→ Aim of the task: All of the data is to be restated word for word.
[Records shown]
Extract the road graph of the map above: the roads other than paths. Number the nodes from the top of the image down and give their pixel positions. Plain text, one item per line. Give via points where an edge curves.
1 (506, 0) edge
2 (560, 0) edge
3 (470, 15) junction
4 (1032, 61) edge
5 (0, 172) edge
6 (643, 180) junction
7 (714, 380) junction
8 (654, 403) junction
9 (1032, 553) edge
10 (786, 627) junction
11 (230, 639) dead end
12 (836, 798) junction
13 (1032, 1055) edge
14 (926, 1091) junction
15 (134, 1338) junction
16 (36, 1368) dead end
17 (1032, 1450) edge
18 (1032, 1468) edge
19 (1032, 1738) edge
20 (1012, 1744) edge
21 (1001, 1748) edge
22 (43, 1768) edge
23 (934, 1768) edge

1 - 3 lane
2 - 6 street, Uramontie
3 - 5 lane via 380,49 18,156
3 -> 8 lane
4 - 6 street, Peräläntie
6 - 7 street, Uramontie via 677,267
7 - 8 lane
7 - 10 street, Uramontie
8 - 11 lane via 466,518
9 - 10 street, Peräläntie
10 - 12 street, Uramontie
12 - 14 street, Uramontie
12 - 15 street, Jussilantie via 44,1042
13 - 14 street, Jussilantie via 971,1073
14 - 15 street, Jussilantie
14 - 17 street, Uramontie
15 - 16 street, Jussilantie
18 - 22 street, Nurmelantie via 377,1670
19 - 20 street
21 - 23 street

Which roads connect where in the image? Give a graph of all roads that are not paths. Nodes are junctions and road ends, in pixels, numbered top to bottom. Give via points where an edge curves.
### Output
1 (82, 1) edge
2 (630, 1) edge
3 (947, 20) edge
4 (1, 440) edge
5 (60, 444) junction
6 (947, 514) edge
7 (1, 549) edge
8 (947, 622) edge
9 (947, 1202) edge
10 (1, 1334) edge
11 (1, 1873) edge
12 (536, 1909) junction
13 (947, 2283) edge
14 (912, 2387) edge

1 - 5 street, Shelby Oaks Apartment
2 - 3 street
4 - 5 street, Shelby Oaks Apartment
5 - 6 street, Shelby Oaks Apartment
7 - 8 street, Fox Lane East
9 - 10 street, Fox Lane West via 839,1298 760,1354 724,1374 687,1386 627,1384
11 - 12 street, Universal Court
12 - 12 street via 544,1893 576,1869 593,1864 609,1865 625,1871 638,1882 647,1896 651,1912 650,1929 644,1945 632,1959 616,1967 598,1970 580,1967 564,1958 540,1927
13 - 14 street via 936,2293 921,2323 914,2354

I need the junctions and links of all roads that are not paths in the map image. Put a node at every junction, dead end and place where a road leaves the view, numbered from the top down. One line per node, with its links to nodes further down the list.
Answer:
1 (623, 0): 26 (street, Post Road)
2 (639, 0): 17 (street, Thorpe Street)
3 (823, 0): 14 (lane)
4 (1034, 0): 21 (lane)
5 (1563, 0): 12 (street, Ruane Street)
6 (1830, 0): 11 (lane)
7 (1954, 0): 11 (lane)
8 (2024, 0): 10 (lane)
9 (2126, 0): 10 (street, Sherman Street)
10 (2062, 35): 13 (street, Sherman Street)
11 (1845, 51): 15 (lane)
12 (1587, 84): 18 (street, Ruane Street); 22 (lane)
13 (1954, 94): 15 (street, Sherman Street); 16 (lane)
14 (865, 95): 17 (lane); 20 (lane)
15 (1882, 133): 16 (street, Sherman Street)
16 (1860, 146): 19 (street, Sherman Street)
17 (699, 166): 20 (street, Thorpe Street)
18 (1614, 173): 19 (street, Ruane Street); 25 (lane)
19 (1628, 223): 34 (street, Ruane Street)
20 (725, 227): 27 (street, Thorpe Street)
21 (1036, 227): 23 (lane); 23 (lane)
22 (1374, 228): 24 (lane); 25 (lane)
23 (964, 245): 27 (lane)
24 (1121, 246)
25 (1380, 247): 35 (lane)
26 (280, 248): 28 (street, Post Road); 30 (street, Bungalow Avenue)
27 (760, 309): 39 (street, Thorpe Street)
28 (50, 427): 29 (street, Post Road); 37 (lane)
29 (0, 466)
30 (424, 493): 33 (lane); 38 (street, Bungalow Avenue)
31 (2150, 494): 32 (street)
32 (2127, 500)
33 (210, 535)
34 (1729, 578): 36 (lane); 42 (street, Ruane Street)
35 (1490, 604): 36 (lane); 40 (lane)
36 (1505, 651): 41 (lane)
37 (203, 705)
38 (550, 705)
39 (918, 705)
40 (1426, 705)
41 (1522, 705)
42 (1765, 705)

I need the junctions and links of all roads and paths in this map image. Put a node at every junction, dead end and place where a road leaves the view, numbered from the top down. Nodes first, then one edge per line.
[/Records shown]
→ Written solution:
Extract the road graph of the map above: the roads other than paths. Number the nodes from the top of the image down and give their pixel positions. Plain text, one item per line. Give via points where an edge curves.
1 (506, 0) edge
2 (560, 0) edge
3 (470, 15) junction
4 (1032, 61) edge
5 (0, 172) edge
6 (643, 180) junction
7 (714, 380) junction
8 (654, 403) junction
9 (1032, 553) edge
10 (786, 627) junction
11 (230, 639) dead end
12 (836, 798) junction
13 (1032, 1055) edge
14 (926, 1091) junction
15 (134, 1338) junction
16 (36, 1368) dead end
17 (1032, 1450) edge
18 (1032, 1468) edge
19 (1032, 1738) edge
20 (1012, 1744) edge
21 (1001, 1748) edge
22 (43, 1768) edge
23 (934, 1768) edge

1 - 3 lane
2 - 6 street, Uramontie
3 - 5 lane via 380,49 18,156
3 -> 8 lane
4 - 6 street, Peräläntie
6 - 7 street, Uramontie via 677,267
7 - 8 lane
7 - 10 street, Uramontie
8 - 11 lane via 466,518
9 - 10 street, Peräläntie
10 - 12 street, Uramontie
12 - 14 street, Uramontie
12 - 15 street, Jussilantie via 44,1042
13 - 14 street, Jussilantie via 971,1073
14 - 15 street, Jussilantie
14 - 17 street, Uramontie
15 - 16 street, Jussilantie
18 - 22 street, Nurmelantie via 377,1670
19 - 20 street
21 - 23 street

Which roads connect where in the image? Give a graph of all roads that are not paths. Nodes are junctions and road ends, in pixels, numbered top to bottom. Give via points where an edge curves.
### Output
1 (82, 1) edge
2 (630, 1) edge
3 (947, 20) edge
4 (1, 440) edge
5 (60, 444) junction
6 (947, 514) edge
7 (1, 549) edge
8 (947, 622) edge
9 (947, 1202) edge
10 (1, 1334) edge
11 (1, 1873) edge
12 (536, 1909) junction
13 (947, 2283) edge
14 (912, 2387) edge

1 - 5 street, Shelby Oaks Apartment
2 - 3 street
4 - 5 street, Shelby Oaks Apartment
5 - 6 street, Shelby Oaks Apartment
7 - 8 street, Fox Lane East
9 - 10 street, Fox Lane West via 839,1298 760,1354 724,1374 687,1386 627,1384
11 - 12 street, Universal Court
12 - 12 street via 544,1893 576,1869 593,1864 609,1865 625,1871 638,1882 647,1896 651,1912 650,1929 644,1945 632,1959 616,1967 598,1970 580,1967 564,1958 540,1927
13 - 14 street via 936,2293 921,2323 914,2354

I need the junctions and links of all roads that are not paths in the map image. Put a node at every junction, dead end and place where a road leaves the view, numbered from the top down. One line per node, with its links to nodes further down the list.
Answer:
1 (623, 0): 26 (street, Post Road)
2 (639, 0): 17 (street, Thorpe Street)
3 (823, 0): 14 (lane)
4 (1034, 0): 21 (lane)
5 (1563, 0): 12 (street, Ruane Street)
6 (1830, 0): 11 (lane)
7 (1954, 0): 11 (lane)
8 (2024, 0): 10 (lane)
9 (2126, 0): 10 (street, Sherman Street)
10 (2062, 35): 13 (street, Sherman Street)
11 (1845, 51): 15 (lane)
12 (1587, 84): 18 (street, Ruane Street); 22 (lane)
13 (1954, 94): 15 (street, Sherman Street); 16 (lane)
14 (865, 95): 17 (lane); 20 (lane)
15 (1882, 133): 16 (street, Sherman Street)
16 (1860, 146): 19 (street, Sherman Street)
17 (699, 166): 20 (street, Thorpe Street)
18 (1614, 173): 19 (street, Ruane Street); 25 (lane)
19 (1628, 223): 34 (street, Ruane Street)
20 (725, 227): 27 (street, Thorpe Street)
21 (1036, 227): 23 (lane); 23 (lane)
22 (1374, 228): 24 (lane); 25 (lane)
23 (964, 245): 27 (lane)
24 (1121, 246)
25 (1380, 247): 35 (lane)
26 (280, 248): 28 (street, Post Road); 30 (street, Bungalow Avenue)
27 (760, 309): 39 (street, Thorpe Street)
28 (50, 427): 29 (street, Post Road); 37 (lane)
29 (0, 466)
30 (424, 493): 33 (lane); 38 (street, Bungalow Avenue)
31 (2150, 494): 32 (street)
32 (2127, 500)
33 (210, 535)
34 (1729, 578): 36 (lane); 42 (street, Ruane Street)
35 (1490, 604): 36 (lane); 40 (lane)
36 (1505, 651): 41 (lane)
37 (203, 705)
38 (550, 705)
39 (918, 705)
40 (1426, 705)
41 (1522, 705)
42 (1765, 705)

I need the junctions and links of all roads and paths in this map image. Put a node at every junction, dead end and place where a road leaves the view, numbered from the top down. Nodes first, then one edge per line.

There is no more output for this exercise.